Here are some records; copy every line that holds the word "SNAPAPA".
***** RECORD SET *****
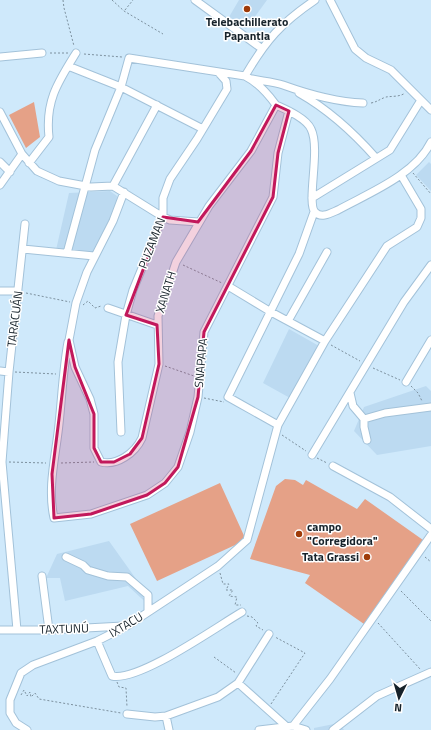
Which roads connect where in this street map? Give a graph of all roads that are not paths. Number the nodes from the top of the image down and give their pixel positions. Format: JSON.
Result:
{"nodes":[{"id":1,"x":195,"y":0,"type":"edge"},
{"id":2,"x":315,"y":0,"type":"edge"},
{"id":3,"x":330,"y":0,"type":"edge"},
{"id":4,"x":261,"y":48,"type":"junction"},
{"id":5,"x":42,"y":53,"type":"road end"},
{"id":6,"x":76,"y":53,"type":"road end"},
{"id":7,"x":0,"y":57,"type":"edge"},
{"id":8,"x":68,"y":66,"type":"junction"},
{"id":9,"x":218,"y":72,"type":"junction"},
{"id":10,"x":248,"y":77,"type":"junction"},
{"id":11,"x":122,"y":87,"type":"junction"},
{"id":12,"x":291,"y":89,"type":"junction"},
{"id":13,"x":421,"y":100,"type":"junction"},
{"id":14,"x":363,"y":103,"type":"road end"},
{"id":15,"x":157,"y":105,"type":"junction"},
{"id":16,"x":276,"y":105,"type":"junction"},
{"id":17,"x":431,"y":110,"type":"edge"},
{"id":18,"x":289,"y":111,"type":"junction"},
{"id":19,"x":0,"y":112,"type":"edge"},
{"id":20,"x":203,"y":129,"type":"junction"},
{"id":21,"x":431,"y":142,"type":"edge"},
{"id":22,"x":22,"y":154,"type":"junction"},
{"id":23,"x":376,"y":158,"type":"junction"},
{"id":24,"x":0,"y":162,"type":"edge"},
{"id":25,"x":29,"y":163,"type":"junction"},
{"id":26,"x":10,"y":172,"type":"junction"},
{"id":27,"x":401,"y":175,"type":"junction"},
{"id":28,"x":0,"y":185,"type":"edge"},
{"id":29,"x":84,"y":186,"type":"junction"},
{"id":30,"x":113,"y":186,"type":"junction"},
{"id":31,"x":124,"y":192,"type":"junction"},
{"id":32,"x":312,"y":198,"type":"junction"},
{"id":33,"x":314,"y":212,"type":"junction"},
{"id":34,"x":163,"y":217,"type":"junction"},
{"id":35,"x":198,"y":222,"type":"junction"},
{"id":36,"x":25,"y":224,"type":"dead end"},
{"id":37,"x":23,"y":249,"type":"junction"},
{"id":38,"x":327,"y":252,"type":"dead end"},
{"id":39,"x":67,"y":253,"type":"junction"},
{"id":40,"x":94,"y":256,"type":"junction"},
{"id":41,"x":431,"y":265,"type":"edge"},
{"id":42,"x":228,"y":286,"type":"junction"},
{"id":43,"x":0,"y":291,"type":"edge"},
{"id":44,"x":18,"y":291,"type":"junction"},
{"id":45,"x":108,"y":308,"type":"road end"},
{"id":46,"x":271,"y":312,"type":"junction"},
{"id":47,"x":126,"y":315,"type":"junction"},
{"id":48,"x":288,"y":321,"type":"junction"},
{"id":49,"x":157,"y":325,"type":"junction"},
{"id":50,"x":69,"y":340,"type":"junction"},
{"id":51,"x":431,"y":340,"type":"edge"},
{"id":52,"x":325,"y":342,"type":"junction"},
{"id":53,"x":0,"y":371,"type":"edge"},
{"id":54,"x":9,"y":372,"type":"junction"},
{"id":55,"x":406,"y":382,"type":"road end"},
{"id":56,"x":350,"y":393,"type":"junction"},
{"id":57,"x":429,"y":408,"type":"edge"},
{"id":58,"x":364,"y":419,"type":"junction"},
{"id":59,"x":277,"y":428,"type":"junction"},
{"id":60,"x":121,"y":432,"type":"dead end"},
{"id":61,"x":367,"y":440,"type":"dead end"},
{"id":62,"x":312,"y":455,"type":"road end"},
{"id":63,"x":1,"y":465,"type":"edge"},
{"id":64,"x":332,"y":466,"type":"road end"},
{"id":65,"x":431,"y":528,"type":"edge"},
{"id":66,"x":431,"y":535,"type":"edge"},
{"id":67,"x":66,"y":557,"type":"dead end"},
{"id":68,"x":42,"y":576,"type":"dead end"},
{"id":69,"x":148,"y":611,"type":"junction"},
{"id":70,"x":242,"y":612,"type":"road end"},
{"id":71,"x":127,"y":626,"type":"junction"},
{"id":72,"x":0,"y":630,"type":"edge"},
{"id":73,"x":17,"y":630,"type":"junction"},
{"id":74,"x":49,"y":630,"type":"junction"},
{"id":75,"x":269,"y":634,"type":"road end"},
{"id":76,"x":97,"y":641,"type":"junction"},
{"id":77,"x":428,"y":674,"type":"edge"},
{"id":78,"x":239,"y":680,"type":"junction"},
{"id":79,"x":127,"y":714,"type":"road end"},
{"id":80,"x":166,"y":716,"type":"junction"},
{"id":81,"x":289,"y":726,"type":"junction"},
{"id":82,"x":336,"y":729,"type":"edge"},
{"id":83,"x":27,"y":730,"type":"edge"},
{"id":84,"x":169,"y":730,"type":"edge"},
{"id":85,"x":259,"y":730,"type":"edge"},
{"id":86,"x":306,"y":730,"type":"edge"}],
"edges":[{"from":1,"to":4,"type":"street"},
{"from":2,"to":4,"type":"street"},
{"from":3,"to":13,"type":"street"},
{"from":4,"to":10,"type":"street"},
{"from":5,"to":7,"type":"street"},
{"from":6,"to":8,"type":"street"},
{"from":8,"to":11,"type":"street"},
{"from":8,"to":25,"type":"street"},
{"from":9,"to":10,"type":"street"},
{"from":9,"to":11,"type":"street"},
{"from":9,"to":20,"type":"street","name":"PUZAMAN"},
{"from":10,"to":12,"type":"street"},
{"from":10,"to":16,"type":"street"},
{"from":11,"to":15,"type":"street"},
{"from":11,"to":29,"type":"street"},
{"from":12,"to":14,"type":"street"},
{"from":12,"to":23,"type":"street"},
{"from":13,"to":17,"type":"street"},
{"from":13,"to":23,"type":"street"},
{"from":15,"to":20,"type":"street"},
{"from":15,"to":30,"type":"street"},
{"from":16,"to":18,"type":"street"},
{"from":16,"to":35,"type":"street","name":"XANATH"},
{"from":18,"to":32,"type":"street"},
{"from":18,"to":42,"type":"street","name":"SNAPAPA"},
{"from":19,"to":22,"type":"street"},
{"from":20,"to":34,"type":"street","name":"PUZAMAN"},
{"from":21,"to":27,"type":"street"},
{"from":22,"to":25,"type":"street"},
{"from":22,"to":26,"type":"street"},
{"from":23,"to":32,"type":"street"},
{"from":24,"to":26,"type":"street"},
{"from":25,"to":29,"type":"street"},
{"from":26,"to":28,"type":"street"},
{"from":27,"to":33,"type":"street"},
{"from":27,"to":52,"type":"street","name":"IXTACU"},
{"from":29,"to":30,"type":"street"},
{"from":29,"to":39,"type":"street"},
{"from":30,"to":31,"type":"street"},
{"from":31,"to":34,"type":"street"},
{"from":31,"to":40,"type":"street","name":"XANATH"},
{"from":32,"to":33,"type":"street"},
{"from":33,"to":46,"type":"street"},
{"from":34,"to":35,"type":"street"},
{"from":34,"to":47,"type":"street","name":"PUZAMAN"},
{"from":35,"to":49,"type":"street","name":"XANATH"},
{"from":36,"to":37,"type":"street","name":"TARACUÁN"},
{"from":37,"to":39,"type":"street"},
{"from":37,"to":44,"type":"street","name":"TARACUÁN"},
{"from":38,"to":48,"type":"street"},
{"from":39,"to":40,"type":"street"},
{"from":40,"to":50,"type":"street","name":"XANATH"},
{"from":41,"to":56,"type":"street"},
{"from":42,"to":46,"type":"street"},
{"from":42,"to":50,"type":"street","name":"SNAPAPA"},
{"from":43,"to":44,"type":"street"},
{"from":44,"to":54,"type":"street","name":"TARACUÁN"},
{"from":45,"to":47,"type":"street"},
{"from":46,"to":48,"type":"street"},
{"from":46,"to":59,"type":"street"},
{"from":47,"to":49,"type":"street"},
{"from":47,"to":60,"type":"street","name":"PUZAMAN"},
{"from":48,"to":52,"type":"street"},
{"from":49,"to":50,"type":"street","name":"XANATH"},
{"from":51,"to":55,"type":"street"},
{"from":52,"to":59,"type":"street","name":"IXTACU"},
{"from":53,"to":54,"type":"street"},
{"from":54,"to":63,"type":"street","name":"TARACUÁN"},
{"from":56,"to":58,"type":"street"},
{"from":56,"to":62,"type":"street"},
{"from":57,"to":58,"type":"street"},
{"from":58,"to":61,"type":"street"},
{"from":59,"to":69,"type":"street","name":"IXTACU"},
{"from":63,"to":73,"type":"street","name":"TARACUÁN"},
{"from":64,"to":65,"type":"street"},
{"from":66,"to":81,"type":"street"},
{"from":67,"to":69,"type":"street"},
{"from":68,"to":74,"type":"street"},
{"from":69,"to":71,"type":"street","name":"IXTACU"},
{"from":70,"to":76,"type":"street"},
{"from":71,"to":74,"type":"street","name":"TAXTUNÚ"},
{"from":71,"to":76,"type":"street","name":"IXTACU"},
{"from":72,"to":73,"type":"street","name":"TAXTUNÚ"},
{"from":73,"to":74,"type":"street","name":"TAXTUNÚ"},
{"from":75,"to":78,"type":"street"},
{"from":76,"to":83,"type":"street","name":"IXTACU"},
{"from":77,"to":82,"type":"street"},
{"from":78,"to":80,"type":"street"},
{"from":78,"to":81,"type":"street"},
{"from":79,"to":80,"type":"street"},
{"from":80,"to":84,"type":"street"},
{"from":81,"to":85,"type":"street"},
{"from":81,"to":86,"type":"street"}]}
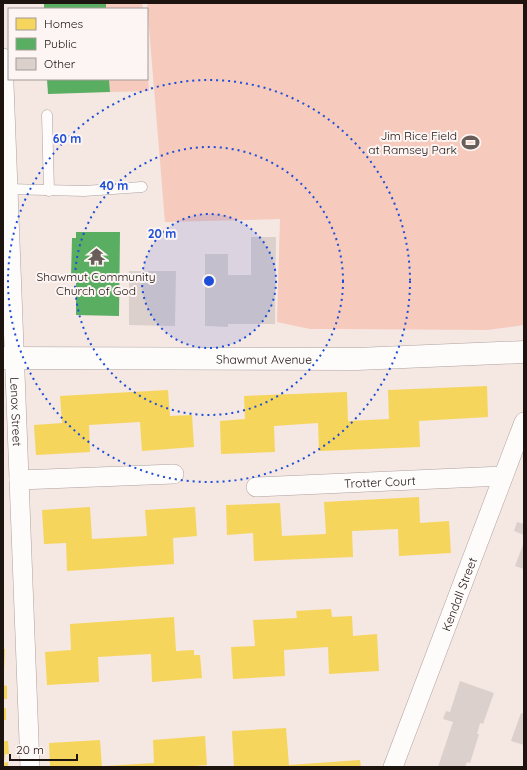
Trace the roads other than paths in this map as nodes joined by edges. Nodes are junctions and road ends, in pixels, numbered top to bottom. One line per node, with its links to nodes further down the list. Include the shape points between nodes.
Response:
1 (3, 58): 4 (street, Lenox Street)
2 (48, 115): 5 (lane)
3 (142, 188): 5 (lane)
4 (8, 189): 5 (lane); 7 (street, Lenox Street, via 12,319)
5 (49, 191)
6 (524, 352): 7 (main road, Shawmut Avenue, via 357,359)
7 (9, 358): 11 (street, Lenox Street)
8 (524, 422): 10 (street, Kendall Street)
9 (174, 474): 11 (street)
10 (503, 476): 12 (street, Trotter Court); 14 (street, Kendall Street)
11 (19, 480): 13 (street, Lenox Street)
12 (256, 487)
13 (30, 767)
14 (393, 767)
*****
OUTPUT OF THE EXERCISE —
{"from":18,"to":42,"type":"street","name":"SNAPAPA"},
{"from":42,"to":50,"type":"street","name":"SNAPAPA"},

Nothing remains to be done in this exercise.